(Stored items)
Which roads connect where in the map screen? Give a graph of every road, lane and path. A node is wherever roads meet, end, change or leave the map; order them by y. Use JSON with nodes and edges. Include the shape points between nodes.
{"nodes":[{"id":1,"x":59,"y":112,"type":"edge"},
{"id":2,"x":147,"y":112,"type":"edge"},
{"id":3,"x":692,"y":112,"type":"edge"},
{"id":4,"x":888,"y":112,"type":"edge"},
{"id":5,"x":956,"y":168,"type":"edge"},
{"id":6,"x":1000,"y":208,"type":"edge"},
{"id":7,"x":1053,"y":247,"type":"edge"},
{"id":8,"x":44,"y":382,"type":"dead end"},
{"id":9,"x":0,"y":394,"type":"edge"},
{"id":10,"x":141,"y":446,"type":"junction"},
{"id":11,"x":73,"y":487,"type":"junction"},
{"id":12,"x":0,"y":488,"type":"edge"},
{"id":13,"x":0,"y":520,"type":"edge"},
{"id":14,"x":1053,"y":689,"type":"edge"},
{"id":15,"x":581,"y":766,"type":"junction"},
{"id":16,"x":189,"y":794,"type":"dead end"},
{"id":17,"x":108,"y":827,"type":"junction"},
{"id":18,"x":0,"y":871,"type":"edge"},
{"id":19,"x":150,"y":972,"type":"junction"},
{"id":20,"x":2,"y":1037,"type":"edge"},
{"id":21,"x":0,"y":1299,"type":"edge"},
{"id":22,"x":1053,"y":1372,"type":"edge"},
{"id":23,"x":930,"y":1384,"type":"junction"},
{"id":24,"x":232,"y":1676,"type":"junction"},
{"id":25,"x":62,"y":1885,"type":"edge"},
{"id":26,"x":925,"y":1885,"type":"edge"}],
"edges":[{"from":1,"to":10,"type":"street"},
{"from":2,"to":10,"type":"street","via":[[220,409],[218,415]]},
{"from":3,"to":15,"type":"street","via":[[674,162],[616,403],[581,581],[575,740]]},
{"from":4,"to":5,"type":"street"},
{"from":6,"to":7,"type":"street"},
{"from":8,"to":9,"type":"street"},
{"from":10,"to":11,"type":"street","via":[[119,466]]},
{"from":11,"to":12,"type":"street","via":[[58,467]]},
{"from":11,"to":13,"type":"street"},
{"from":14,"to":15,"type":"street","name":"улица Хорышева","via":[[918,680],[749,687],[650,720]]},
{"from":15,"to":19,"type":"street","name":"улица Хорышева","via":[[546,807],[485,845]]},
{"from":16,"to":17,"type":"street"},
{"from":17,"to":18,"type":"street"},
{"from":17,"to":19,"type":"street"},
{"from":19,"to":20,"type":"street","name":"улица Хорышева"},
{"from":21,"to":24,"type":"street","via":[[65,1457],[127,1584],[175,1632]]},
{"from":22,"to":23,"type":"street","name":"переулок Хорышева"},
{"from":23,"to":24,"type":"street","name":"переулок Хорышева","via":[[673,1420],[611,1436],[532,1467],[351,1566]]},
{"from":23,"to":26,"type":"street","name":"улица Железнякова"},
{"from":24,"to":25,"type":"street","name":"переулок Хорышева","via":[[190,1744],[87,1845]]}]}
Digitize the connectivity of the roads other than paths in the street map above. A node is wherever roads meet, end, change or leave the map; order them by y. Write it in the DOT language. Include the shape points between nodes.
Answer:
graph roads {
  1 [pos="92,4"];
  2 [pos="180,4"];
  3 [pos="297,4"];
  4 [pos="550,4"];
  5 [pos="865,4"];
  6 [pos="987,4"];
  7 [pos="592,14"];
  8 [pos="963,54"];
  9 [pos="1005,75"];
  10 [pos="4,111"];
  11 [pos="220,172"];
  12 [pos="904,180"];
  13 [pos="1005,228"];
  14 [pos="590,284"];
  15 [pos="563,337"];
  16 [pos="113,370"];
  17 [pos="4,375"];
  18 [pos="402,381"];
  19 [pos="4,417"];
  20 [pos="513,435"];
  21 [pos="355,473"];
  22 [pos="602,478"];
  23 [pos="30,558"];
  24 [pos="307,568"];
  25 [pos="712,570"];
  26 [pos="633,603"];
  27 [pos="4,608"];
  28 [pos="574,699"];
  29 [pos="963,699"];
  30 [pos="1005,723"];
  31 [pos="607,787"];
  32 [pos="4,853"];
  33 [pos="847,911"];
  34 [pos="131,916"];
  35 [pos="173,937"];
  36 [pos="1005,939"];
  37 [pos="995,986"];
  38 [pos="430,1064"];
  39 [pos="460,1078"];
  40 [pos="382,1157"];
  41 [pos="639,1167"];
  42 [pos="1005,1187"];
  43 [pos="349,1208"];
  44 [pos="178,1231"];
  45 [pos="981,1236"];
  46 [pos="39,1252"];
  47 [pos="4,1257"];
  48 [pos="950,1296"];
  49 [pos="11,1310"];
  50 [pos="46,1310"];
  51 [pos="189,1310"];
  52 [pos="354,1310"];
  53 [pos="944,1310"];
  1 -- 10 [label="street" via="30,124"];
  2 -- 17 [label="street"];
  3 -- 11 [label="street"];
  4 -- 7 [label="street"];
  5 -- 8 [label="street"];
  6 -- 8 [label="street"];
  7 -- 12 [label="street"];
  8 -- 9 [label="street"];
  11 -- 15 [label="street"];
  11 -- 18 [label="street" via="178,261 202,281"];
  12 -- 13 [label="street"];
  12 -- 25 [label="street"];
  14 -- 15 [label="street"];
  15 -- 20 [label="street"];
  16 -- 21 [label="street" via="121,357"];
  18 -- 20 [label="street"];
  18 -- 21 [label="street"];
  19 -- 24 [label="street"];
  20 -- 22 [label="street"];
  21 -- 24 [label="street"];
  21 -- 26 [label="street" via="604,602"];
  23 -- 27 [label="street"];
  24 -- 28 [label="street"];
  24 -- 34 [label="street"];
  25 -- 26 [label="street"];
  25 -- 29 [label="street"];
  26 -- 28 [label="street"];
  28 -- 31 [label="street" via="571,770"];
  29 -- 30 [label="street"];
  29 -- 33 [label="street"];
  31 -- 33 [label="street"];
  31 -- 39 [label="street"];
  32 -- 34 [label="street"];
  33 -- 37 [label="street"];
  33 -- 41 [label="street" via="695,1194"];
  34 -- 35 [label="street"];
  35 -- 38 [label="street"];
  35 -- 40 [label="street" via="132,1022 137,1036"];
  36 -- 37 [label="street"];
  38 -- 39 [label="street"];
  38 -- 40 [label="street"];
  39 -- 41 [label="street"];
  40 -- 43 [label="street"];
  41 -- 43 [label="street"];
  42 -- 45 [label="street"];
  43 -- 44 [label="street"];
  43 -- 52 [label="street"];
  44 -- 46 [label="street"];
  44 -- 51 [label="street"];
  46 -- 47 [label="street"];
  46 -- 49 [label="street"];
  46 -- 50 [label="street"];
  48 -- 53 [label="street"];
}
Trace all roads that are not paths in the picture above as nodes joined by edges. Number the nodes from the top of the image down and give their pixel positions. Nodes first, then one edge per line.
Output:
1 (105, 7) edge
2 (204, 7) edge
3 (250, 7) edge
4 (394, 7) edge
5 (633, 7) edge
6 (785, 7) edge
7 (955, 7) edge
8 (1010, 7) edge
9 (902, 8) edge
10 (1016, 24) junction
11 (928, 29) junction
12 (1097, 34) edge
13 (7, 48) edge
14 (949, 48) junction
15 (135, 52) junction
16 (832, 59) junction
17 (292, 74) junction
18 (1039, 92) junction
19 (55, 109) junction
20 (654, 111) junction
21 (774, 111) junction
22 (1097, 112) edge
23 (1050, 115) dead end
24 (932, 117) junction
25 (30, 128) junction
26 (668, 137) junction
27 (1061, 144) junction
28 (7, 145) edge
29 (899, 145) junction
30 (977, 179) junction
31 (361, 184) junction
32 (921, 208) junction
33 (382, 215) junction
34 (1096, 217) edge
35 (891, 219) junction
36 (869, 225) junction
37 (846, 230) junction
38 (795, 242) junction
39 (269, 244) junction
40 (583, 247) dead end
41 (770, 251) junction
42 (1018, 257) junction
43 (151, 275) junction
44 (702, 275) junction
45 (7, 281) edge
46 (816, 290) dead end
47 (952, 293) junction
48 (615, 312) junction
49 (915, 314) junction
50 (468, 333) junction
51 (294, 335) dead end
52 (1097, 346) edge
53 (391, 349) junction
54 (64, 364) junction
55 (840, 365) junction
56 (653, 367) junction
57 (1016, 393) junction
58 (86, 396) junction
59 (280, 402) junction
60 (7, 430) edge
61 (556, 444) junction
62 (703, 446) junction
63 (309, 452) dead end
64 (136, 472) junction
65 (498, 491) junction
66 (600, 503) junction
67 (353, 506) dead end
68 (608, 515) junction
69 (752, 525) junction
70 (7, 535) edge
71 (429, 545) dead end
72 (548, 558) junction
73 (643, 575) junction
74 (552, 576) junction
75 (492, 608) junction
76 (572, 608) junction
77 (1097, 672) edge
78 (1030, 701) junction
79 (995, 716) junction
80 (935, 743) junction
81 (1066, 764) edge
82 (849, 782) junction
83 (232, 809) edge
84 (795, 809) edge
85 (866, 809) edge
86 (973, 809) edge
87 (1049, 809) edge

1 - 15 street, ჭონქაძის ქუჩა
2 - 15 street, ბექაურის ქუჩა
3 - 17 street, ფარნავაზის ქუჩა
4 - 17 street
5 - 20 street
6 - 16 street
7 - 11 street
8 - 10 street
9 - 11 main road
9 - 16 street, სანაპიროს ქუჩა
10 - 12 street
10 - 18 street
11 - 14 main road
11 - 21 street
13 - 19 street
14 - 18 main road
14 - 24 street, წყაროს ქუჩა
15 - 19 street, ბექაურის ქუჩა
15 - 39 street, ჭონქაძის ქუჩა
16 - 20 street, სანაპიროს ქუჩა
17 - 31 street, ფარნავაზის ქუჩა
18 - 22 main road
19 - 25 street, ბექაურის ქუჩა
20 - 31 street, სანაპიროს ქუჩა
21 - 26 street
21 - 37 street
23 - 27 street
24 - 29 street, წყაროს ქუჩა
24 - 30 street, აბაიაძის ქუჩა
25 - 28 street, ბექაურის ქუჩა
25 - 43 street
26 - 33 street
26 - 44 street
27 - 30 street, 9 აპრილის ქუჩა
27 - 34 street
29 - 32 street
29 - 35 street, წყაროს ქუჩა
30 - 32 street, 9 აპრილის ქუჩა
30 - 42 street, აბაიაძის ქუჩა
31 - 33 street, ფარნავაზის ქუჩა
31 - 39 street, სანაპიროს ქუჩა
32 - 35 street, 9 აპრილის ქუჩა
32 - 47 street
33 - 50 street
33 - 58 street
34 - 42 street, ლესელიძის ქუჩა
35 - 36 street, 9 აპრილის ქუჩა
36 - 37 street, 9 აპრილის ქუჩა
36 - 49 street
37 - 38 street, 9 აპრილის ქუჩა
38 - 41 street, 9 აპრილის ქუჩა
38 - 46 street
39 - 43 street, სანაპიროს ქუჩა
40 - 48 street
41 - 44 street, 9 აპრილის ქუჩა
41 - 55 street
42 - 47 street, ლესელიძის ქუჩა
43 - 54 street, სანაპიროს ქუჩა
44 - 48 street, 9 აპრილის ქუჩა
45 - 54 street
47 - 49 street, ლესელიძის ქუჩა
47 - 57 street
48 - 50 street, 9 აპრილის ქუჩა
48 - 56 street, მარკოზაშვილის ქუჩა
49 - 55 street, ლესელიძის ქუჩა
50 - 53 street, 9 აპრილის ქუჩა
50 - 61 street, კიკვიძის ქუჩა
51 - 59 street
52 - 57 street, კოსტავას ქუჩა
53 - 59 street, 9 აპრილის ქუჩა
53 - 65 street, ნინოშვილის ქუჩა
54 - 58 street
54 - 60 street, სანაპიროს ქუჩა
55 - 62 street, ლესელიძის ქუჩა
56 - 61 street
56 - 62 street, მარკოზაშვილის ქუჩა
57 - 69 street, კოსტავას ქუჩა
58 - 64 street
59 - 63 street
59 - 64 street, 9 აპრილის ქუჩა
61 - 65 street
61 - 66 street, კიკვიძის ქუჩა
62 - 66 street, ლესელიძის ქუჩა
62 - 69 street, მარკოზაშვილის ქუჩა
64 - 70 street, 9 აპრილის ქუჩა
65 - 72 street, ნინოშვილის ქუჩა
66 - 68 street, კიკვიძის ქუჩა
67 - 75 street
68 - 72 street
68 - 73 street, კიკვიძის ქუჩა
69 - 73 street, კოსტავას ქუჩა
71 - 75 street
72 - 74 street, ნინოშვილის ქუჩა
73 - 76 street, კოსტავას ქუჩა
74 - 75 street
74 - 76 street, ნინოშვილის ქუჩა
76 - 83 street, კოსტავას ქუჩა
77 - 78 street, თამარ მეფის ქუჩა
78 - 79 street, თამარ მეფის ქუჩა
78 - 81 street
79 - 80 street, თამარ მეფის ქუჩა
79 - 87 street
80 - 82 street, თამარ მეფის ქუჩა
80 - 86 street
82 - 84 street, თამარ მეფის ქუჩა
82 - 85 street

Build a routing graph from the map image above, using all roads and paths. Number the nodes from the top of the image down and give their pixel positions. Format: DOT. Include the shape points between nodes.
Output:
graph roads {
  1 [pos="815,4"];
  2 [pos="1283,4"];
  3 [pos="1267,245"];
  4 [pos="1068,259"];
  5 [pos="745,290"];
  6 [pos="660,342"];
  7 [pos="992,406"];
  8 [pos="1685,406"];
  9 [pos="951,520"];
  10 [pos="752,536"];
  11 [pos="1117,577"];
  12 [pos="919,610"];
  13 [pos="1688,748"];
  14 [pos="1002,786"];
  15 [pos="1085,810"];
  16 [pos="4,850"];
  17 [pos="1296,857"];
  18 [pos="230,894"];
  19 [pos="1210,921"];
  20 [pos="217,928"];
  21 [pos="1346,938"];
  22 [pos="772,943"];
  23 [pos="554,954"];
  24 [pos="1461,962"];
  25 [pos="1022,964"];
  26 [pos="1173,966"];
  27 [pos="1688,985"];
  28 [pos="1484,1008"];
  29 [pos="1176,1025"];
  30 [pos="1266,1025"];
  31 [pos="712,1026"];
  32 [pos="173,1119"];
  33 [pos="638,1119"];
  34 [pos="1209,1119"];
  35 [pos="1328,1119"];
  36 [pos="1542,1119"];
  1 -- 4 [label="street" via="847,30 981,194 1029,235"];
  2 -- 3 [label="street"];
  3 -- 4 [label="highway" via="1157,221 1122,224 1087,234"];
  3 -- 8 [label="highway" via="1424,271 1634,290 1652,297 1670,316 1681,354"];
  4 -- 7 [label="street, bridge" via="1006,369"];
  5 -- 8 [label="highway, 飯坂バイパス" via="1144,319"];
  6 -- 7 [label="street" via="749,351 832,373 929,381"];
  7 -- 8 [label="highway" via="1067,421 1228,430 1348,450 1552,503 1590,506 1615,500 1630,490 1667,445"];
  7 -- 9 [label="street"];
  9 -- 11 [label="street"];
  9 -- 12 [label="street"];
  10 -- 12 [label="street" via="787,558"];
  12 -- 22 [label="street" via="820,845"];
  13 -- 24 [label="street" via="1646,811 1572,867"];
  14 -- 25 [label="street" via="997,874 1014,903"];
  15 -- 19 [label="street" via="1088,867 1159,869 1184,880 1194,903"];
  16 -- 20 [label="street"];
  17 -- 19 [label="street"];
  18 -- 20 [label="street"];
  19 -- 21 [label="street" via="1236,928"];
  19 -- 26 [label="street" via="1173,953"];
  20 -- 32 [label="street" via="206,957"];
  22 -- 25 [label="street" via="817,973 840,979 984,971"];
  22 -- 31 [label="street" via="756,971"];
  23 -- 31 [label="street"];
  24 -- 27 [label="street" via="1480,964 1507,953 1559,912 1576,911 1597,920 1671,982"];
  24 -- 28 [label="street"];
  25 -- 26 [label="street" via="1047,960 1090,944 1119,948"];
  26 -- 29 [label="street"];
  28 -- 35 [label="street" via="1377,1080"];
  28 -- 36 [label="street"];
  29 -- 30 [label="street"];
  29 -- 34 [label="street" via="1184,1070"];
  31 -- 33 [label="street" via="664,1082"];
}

PROBLEM STATEMENT
Where does "კიკვიძის" appear in the records above? Copy every line that has it.

ANSWER FOR THE TASK
50 - 61 street, კიკვიძის ქუჩა
61 - 66 street, კიკვიძის ქუჩა
66 - 68 street, კიკვიძის ქუჩა
68 - 73 street, კიკვიძის ქუჩა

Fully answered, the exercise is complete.